■ **REQUIREMENT**
What is needed is each line of the data below that holds the string "Calzada".

Top of SOURCE MATERIAL

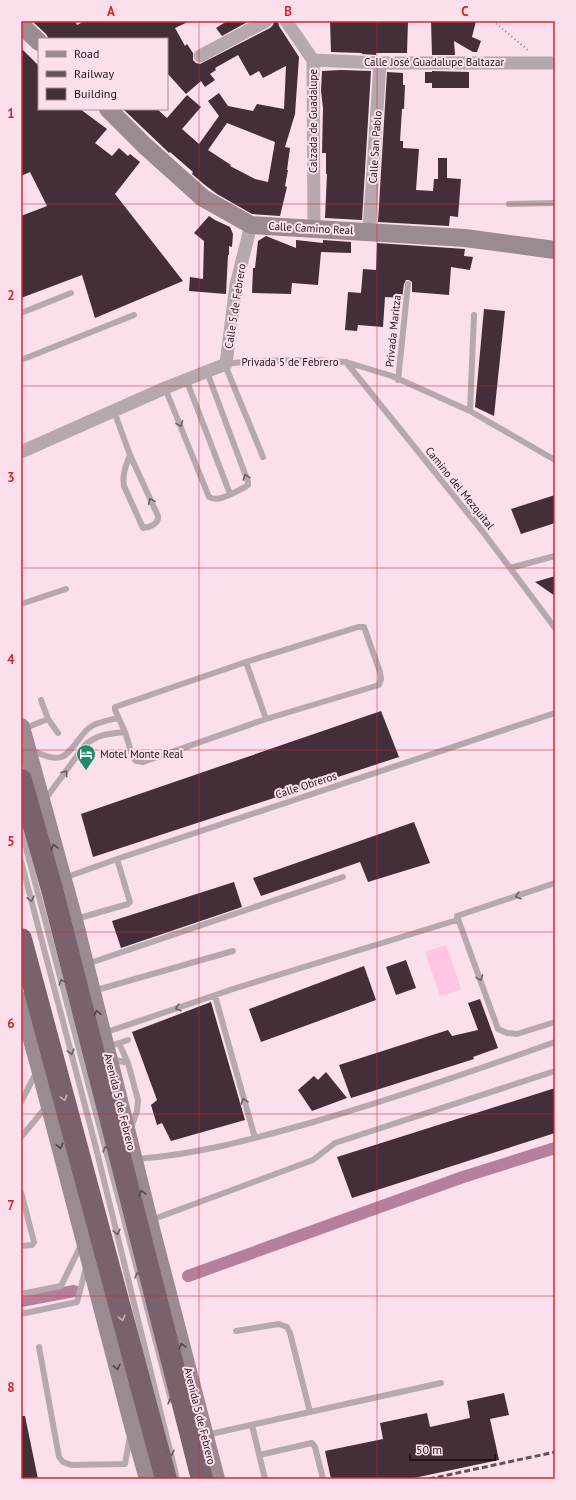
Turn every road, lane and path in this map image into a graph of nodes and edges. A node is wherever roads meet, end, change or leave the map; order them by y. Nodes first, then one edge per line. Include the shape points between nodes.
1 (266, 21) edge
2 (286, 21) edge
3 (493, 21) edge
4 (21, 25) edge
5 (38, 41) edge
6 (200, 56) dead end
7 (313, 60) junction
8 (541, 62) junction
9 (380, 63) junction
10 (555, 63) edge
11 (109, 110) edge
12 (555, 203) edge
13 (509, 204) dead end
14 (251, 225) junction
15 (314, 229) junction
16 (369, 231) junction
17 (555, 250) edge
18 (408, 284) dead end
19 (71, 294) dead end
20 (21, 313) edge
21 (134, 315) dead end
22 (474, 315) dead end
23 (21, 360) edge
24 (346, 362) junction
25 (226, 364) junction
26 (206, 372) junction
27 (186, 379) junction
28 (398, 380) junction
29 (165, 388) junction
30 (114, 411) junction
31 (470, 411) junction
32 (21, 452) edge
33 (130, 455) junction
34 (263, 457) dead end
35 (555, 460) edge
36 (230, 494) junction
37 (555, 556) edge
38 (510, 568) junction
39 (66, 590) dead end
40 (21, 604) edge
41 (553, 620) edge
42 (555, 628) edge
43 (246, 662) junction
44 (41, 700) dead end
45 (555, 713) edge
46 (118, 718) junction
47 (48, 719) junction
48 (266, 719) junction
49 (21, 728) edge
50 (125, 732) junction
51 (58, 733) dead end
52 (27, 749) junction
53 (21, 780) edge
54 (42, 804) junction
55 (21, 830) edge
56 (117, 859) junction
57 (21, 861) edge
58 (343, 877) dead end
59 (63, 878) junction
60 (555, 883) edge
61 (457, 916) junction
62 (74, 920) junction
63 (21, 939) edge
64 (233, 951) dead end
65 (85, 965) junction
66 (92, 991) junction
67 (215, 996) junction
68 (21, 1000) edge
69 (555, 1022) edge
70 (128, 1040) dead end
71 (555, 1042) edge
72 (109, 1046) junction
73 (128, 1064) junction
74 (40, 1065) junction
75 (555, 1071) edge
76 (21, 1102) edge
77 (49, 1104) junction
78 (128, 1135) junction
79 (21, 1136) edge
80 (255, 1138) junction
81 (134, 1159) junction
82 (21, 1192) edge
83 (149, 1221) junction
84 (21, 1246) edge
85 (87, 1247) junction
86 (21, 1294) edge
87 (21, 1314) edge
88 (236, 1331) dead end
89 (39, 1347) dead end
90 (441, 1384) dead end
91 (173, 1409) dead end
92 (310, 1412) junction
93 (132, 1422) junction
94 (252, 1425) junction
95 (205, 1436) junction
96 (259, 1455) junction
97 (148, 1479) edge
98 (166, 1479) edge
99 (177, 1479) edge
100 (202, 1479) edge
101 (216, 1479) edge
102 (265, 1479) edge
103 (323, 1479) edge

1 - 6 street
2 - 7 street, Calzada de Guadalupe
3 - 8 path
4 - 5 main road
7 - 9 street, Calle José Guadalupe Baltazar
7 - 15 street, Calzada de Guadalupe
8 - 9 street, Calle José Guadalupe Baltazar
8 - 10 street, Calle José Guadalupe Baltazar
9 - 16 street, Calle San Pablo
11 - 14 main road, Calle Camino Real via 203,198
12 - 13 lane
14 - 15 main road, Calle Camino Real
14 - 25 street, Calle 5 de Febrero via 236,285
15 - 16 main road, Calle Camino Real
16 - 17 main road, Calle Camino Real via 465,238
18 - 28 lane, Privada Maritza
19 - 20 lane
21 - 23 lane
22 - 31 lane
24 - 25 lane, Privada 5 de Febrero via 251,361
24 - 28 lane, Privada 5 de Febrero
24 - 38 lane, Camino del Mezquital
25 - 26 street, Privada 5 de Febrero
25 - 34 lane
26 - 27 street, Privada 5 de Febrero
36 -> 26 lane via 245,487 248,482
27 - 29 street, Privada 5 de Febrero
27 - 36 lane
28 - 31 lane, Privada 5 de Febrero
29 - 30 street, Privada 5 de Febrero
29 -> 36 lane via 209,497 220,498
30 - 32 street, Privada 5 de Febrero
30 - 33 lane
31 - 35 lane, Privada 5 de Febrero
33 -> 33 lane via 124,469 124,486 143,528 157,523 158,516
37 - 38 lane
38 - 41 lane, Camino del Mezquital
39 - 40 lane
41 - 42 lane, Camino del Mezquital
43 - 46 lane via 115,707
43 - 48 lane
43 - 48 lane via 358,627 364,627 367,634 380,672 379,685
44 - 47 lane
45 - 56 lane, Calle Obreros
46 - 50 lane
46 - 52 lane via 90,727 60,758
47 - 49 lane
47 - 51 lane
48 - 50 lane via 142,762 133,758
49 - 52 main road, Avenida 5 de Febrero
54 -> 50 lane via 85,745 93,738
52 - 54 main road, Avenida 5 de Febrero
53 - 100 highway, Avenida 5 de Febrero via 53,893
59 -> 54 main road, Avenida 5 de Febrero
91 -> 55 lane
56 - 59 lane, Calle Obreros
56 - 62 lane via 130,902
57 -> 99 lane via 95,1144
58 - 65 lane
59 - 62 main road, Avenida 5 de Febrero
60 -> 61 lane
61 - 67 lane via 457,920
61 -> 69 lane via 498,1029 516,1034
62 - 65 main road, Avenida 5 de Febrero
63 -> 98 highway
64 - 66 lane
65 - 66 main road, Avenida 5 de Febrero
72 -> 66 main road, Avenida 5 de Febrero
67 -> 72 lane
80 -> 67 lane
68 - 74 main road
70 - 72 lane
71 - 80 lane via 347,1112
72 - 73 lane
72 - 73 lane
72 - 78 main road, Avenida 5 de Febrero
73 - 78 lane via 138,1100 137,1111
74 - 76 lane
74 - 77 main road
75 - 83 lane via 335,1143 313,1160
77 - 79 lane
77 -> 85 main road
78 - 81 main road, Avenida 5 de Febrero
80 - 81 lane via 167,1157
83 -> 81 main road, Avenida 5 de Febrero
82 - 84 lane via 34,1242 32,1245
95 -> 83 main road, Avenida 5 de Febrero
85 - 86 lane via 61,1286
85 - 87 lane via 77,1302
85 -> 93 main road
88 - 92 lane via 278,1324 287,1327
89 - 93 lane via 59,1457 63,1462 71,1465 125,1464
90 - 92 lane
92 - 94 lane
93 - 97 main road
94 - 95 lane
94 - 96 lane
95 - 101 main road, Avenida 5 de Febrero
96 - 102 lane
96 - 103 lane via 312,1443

Bottom of SOURCE MATERIAL

■ **ANSWER SECTION**
2 - 7 street, Calzada de Guadalupe
7 - 15 street, Calzada de Guadalupe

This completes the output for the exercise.